Cuando entro en el aula me esperan ya preparados. Bolígrafos en mano, mesas limpias de cualquier otro utensilio (papeles, rotuladores, típex…). Conocen las normas. Empieza el examen. Tienen 13 y 14 años. Siempre hay alguien que pregunta cuánto tiempo queda. Cinco minutos después lo repite el compañero de al lado. Prometo mantenerlos informados sobre la hora. Para unos, el tiempo va lento, para otros, rapidísimo. Están los que entregan el examen al principio y las que escriben rápidamente pero aguardan hasta el final para dármelo, repasando un par de veces, fingiendo interés por su propia obra, como si quedarse con la hoja en la mano durante los 50 minutos que dura la sesión fuese un ritual de buena suerte. Lo es. Me fijo también en los que escriben y escriben y uno duda, desde fuera, que vayan a llegar a algún lugar. Y, ya por último, aquellos que borran. Aquellos que borran tanto que parece mentira que les haya dado tiempo a escribir algo. De esos, de los que borran, debe ser también Feijóo.

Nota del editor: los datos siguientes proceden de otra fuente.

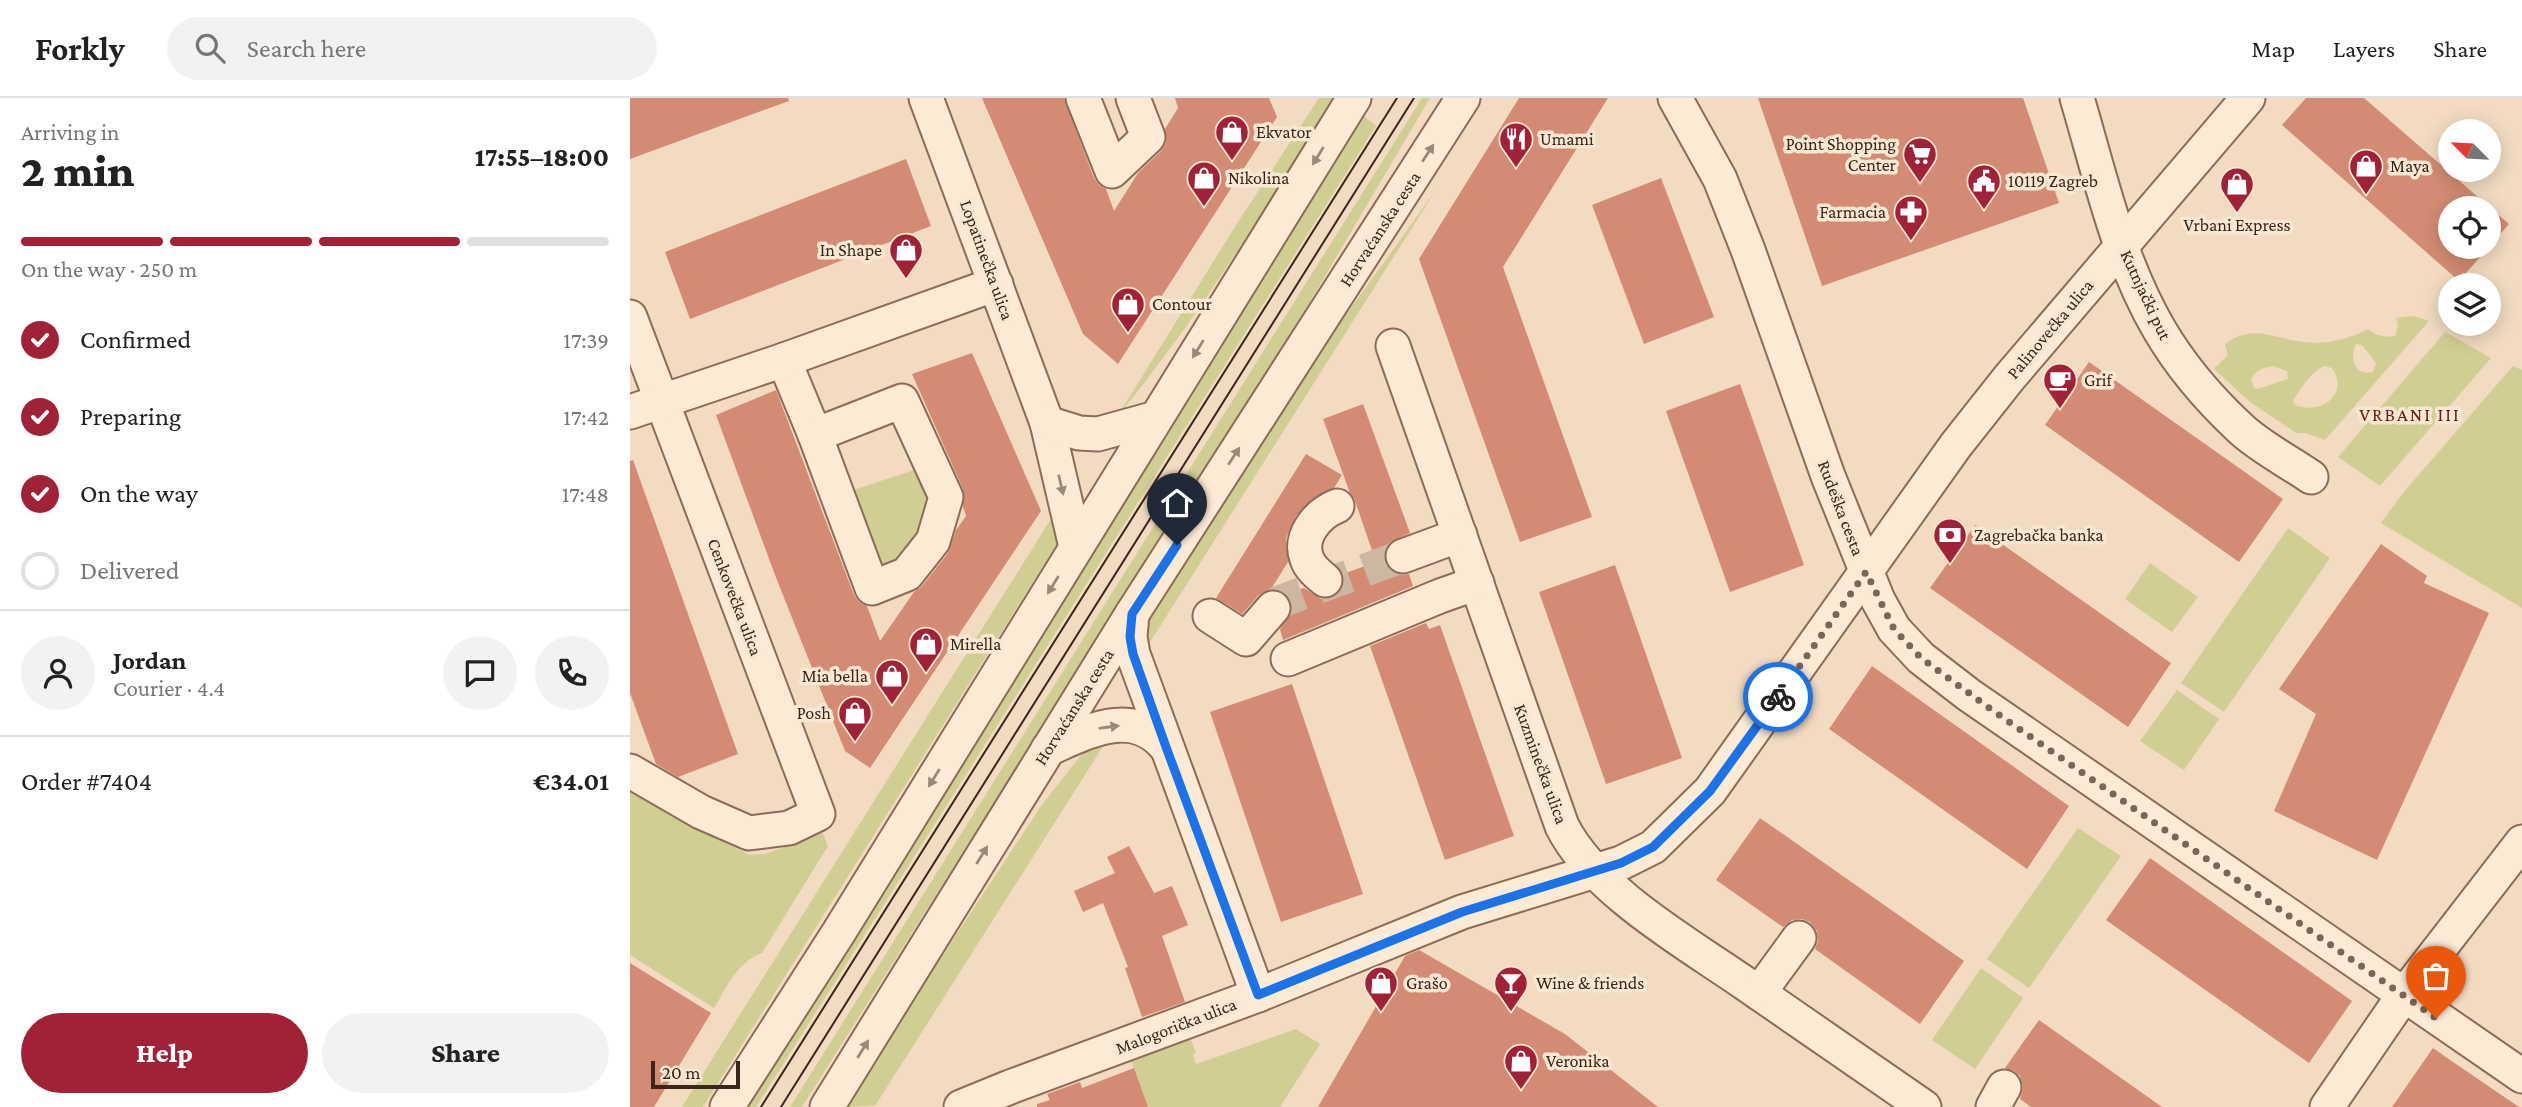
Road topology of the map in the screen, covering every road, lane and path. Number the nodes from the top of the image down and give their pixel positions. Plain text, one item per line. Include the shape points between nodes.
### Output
1 (926, 98) edge
2 (1083, 98) edge
3 (1133, 98) edge
4 (1354, 98) edge
5 (1464, 98) edge
6 (1675, 98) edge
7 (2077, 98) edge
8 (2248, 98) edge
9 (2122, 245) junction
10 (996, 284) junction
11 (630, 317) edge
12 (1393, 346) dead end
13 (784, 360) junction
14 (645, 407) edge
15 (1156, 418) junction
16 (1047, 423) junction
17 (815, 435) junction
18 (2311, 477) dead end
19 (1337, 506) dead end
20 (1460, 535) junction
21 (1076, 547) junction
22 (1403, 556) tunnel mouth
23 (1866, 572) junction
24 (1325, 580) dead end
25 (1477, 583) junction
26 (1273, 608) tunnel mouth
27 (1132, 614) junction
28 (1210, 617) dead end
29 (1288, 659) dead end
30 (1166, 747) junction
31 (1048, 749) junction
32 (630, 771) edge
33 (2522, 842) edge
34 (1595, 871) junction
35 (1799, 939) dead end
36 (1759, 993) junction
37 (1258, 995) junction
38 (2403, 996) junction
39 (2522, 1076) edge
40 (727, 1107) edge
41 (827, 1107) edge
42 (961, 1107) edge
43 (1924, 1107) edge
44 (2327, 1107) edge

1 - 10 street, Lopatinečka ulica
2 - 3 street via 1112,171 1148,137
4 -> 15 street
27 -> 5 street, Horvaćanska cesta
6 - 23 street, Rudeška cesta via 1720,179
7 - 9 street, Kutnjački put
8 - 9 street, Palinovečka ulica
9 - 18 street, Kutnjački put via 2158,328 2186,369 2242,430
9 - 23 street, Palinovečka ulica via 1956,445
10 - 13 street
10 - 16 street, Lopatinečka ulica
11 - 14 street, Cenkovečka ulica
12 - 20 street, Kuzminečka ulica
13 - 14 street
13 - 17 street
14 - 32 street, Cenkovečka ulica via 818,814 789,828 749,833 701,812
15 - 16 street via 1098,434
15 - 21 street
16 -> 21 street, Lopatinečka ulica
17 - 17 street via 872,588 907,574 933,541 946,497 902,401
19 - 24 street via 1321,515 1306,538 1308,562
20 - 22 street
20 - 25 street, Kuzminečka ulica
21 -> 40 street
23 - 34 street, Malogorička ulica via 1710,791 1653,847
23 - 38 street, Rudeška cesta via 1894,629 1921,658
25 - 29 street
25 - 34 street, Kuzminečka ulica via 1562,826
26 - 28 street via 1246,639
27 - 30 street via 1133,654
27 - 31 street, Horvaćanska cesta
31 -> 30 street via 1092,729 1120,725 1139,726
30 - 37 street
41 -> 31 street, Horvaćanska cesta
33 - 38 street
34 - 36 street, Kuzminečka ulica via 1647,916
34 - 37 street, Malogorička ulica via 1462,912
35 - 36 street
36 - 43 street, Kuzminečka ulica
37 - 42 street, Malogorička ulica
38 - 39 street, Rudeška cesta
38 - 44 street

El país lee con atención los 50 puntos del pacto entre el Partido Popular y Vox para el gobierno de la Comunitat Valenciana. Por primera vez empiezan a descubrir por España adelante de qué está hecho ese ser hasta ahora aparentemente inocuo que es Núñez Feijóo, lo que está dispuesto a hacer sin que le tiemble la mano. Para firmar ese medio centenar de intenciones, el Partido Popular tuvo que pasar la goma de borrar sobre la frontera imaginaria que los separaba de la ultraderecha. A Alberto, de niño, le debían gustar los borrones mucho más que las tachaduras. Pediría usar típex, lo exigiría. El problema del típex, se lo digo siempre a mis alumnos, es que deja un mal olor inconfundible y, con el paso del tiempo, acaba por desprenderse poco a poco, como quien arranca la piel seca del cuerpo de un reptil.